> Exercise details
Print all the entries exactly.

• • • •

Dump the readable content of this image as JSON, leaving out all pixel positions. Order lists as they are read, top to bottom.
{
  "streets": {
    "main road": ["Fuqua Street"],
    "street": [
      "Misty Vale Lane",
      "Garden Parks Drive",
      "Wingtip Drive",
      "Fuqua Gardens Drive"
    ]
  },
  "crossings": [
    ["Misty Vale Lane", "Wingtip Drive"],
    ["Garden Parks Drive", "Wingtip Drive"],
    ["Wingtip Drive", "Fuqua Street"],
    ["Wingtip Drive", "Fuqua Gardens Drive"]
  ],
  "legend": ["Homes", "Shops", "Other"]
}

• • • •

> Answer
Dump the readable content of this image as JSON, leaving out all pixel positions. Order lists as they are read, top to bottom.
{
  "streets": {
    "main road": ["Fuqua Street"],
    "street": [
      "Misty Vale Lane",
      "Garden Parks Drive",
      "Wingtip Drive",
      "Fuqua Gardens Drive"
    ]
  },
  "crossings": [
    ["Misty Vale Lane", "Wingtip Drive"],
    ["Garden Parks Drive", "Wingtip Drive"],
    ["Wingtip Drive", "Fuqua Street"],
    ["Wingtip Drive", "Fuqua Gardens Drive"]
  ],
  "legend": ["Homes", "Shops", "Other"]
}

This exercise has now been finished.